Après l’ouverture de la frontière, des amis grecs de la même région décidèrent de se rendre dans le Nord. Le plus vieux marqua un point d’honneur à ne parler que le turc une fois arrivé à Keyrenia. Il n’avait pas parlé le turc depuis 30 ans, et encore l’avait appris dans les champs. Il revint du Nord abasourdi de l’accueil que les Turcs lui avait réservé. Dès qu’il avait commencé à parler le turc local, tous avaient à leur tour marqué un point d’honneur à lui parler en grec ! A son retour, il annonçait à qui voulait bien l’entendre : nous sommes le même peuple !

Aux alentour du 15 août nous avons fêté le quarantième anniversaire du « Turc de Paphos », Grecs et Turcs ensemble. Le Turc nous annonça, fait incroyable, qu’il avait choisi le prénom d’Aphrodite pour sa nièce ! Pendant le temps d’un soir, l’euphorie d’un instant, on aurait cru que le problème de Chypre n’avait jamais existé !

Mais les réfugiés de Karavas, qui étaient allés voir leur maison aujourd’hui occupée par des anatoliens, savaient comme moi qu’ils ne rentreraient jamais chez eux. Le monde qu’ils avaient connu n’était plus, et les Turcs du Nord s’ils venaient voir leur terres, savaient aussi qu’ils ne reviendraient plus.
Au-delà de la politique et des illusions, à un moment le pragmatisme revient au galop.

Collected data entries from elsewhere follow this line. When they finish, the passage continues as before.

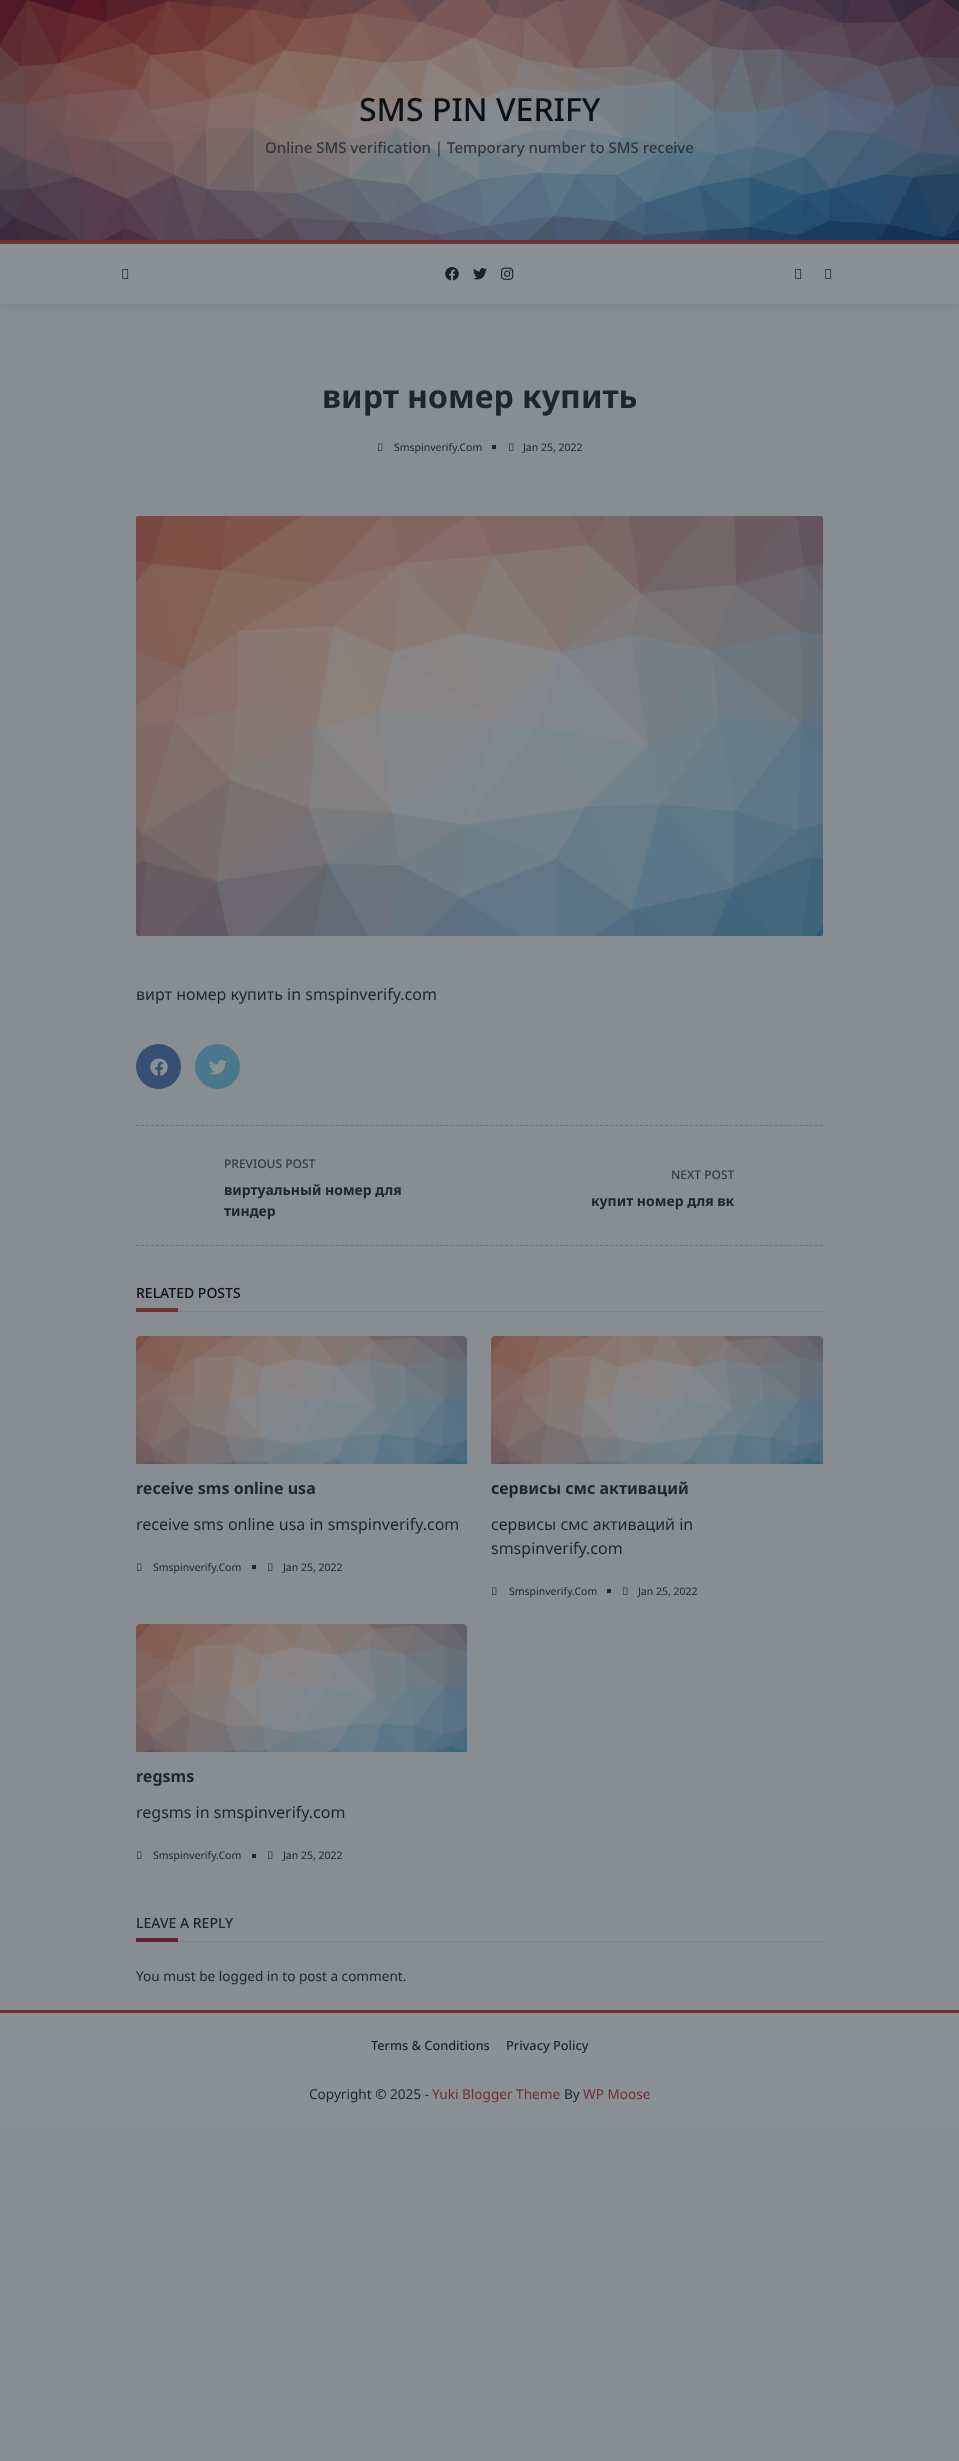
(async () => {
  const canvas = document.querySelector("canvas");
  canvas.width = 959;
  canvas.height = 2461;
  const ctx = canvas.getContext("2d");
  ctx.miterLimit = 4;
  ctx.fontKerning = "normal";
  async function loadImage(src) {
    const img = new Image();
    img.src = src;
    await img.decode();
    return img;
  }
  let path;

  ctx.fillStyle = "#888d91";
  ctx.fillRect(0, 0, 959, 2461);
  ctx.fillStyle = "rgba(34, 48, 61, 0.1)";
  ctx.filter = "blur(5px)";
  ctx.beginPath();
  ctx.rect(0, 242, 959, 64);
  ctx.fill();
  ctx.filter = "none";
  ctx.drawImage(await loadImage("img/1.png"), 0, 0, 959, 240);
  ctx.fillStyle = "#8b9095";
  ctx.fillRect(0, 244, 959, 60);
  ctx.fillStyle = "#6e3133";
  ctx.fillRect(0, 240, 959, 4);
  ctx.drawImage(await loadImage("img/2.png"), 122, 269, 7, 10);
  ctx.drawImage(await loadImage("img/3.png"), 445, 267, 14, 14);
  ctx.drawImage(await loadImage("img/4.png"), 473, 268, 14, 12);
  ctx.drawImage(await loadImage("img/5.png"), 501, 267, 13, 13);
  ctx.drawImage(await loadImage("img/2.png"), 795, 269, 7, 10);
  ctx.drawImage(await loadImage("img/2.png"), 825, 269, 7, 10);
  ctx.drawImage(await loadImage("img/6.png"), 377, 443, 6, 8);
  ctx.fillStyle = "#1c262f";
  ctx.fillRect(492, 445, 4, 4);
  ctx.drawImage(await loadImage("img/6.png"), 508, 443, 6, 8);
  ctx.drawImage(await loadImage("img/7.png"), 136, 516, 687, 420);
  ctx.fillStyle = "#364f73";
  ctx.beginPath();
  ctx.arc(158.5, 1066.5, 22.5, 0, Math.PI * 2);
  ctx.fill();
  ctx.drawImage(await loadImage("img/8.png"), 150, 1058, 18, 18);
  ctx.fillStyle = "#49778c";
  ctx.beginPath();
  ctx.arc(217.5, 1066.5, 22.5, 0, Math.PI * 2);
  ctx.fill();
  ctx.drawImage(await loadImage("img/9.png"), 209, 1060, 18, 15);
  path = new Path2D("M136 1125.5H823");
  ctx.strokeStyle = "#6e7478";
  ctx.setLineDash([3, 1.99]);
  ctx.stroke(path);
  path = new Path2D("M136 1245.5H823");
  ctx.stroke(path);
  ctx.fillStyle = "#7c8285";
  ctx.fillRect(178, 1311, 645, 1);
  ctx.fillStyle = "#6e3133";
  ctx.fillRect(136, 1308, 42, 4);
  ctx.drawImage(await loadImage("img/10.png"), 136, 1336, 331, 128);
  ctx.drawImage(await loadImage("img/6.png"), 136, 1563, 6, 8);
  ctx.fillStyle = "#1c262f";
  ctx.fillRect(252, 1565, 4, 4);
  ctx.drawImage(await loadImage("img/6.png"), 267, 1563, 6, 8);
  ctx.drawImage(await loadImage("img/11.png"), 491, 1336, 332, 128);
  ctx.drawImage(await loadImage("img/6.png"), 491, 1587, 6, 8);
  ctx.fillRect(607, 1589, 4, 4);
  ctx.drawImage(await loadImage("img/6.png"), 622, 1587, 6, 8);
  ctx.drawImage(await loadImage("img/12.png"), 136, 1624, 331, 128);
  ctx.drawImage(await loadImage("img/6.png"), 136, 1851, 6, 8);
  ctx.fillRect(252, 1854, 4, 4);
  ctx.drawImage(await loadImage("img/6.png"), 267, 1851, 6, 8);
  for (const [x, y, w, h, color] of [
    [178, 1941, 645, 1, "#7c8285"],
    [136, 1938, 42, 4, "#631f2b"],
    [0, 2013, 959, 114, "#8b9095"],
    [0, 2010, 959, 3, "#6e3133"],
  ]) {
    ctx.fillStyle = color;
    ctx.fillRect(x, y, w, h);
  }
  ctx.font = "500 32px Noto Sans";
  ctx.fillStyle = "#0c1115";
  ctx.fillText("SMS PIN VERIFY", 359, 121);
  ctx.font = "500 15px Noto Sans";
  ctx.fillStyle = "#31373c";
  ctx.fillText("Online SMS verification | Temporary number to SMS receive", 265, 153);
  ctx.font = "bold 32px Noto Sans";
  ctx.fillStyle = "#1c262f";
  ctx.fillText("вирт номер купить", 322, 408);
  ctx.font = "10.5px Noto Sans";
  ctx.fillText("Smspinverify.Com", 394, 451);
  ctx.fillText("Jan 25, 2022", 523, 451);
  ctx.font = "16px Noto Sans";
  ctx.fillText("вирт номер купить in smspinverify.com", 136, 1000);
  ctx.font = "500 12px Noto Sans";
  ctx.fillStyle = "#323a42";
  ctx.fillText("PREVIOUS POST", 224, 1168);
  ctx.font = "bold 14px Noto Sans";
  ctx.fillStyle = "#1c262f";
  ctx.fillText("виртуальный номер для", 224, 1195);
  ctx.fillText("тиндер", 224, 1216);
  ctx.font = "500 12px Noto Sans";
  ctx.fillStyle = "#323a42";
  ctx.fillText("NEXT POST", 671, 1179);
  ctx.font = "bold 14px Noto Sans";
  ctx.fillStyle = "#1c262f";
  ctx.fillText("купит номер для вк", 591, 1206);
  ctx.font = "500 14px Noto Sans";
  ctx.fillStyle = "#0c1115";
  ctx.fillText("RELATED POSTS", 136, 1298);
  ctx.font = "bold 16px Noto Sans";
  ctx.fillStyle = "#1c262f";
  ctx.fillText("receive sms online usa", 136, 1494);
  ctx.font = "16px Noto Sans";
  ctx.fillText("receive sms online usa in smspinverify.com", 136, 1530);
  ctx.font = "10.5px Noto Sans";
  ctx.fillText("Smspinverify.Com", 153, 1571);
  ctx.fillText("Jan 25, 2022", 283, 1571);
  ctx.font = "bold 16px Noto Sans";
  ctx.fillText("сервисы смс активаций", 491, 1494);
  ctx.font = "16px Noto Sans";
  ctx.fillText("сервисы смс активаций in", 491, 1530);
  ctx.fillText("smspinverify.com", 491, 1554);
  ctx.font = "10.5px Noto Sans";
  ctx.fillText("Smspinverify.Com", 509, 1595);
  ctx.fillText("Jan 25, 2022", 638, 1595);
  ctx.font = "bold 16px Noto Sans";
  ctx.fillText("regsms", 136, 1782);
  ctx.font = "16px Noto Sans";
  ctx.fillText("regsms in smspinverify.com", 136, 1818);
  ctx.font = "10.5px Noto Sans";
  ctx.fillText("Smspinverify.Com", 153, 1859);
  ctx.fillText("Jan 25, 2022", 283, 1859);
  ctx.font = "500 14px Noto Sans";
  ctx.fillText("LEAVE A REPLY", 136, 1928);
  ctx.font = "13.6px Noto Sans";
  ctx.fillText("You must be logged in to post a comment.", 136, 1981);
  ctx.font = "500 12.75px Noto Sans";
  ctx.fillText("Terms & Conditions", 371, 2050);
  ctx.fillText("Privacy Policy", 506, 2050);
  ctx.font = "13.6px Noto Sans";
  ctx.fillText("Copyright © 2025 -", 309, 2099);
  ctx.fillStyle = "#6e3133";
  ctx.fillText("Yuki Blogger Theme", 432, 2099);
  ctx.fillStyle = "#1c262f";
  ctx.fillText("By", 564, 2099);
  ctx.fillStyle = "#6e3133";
  ctx.fillText("WP Moose", 583, 2099);
})();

Il est souvent plus facile d’agir au plan des individualités. Manœuvrer des politiques et des intérets économiques et militaires est autre chose. En effet, le drame de Chypre, n’est pas d’être la terre d’un peuple composé de grecs et de turcs, mais d’être une position stratégique au proche orient.
Néanmoins, je reste convaincu que tout le monde a eu son compte de malheurs, de déchirements et d’humiliation.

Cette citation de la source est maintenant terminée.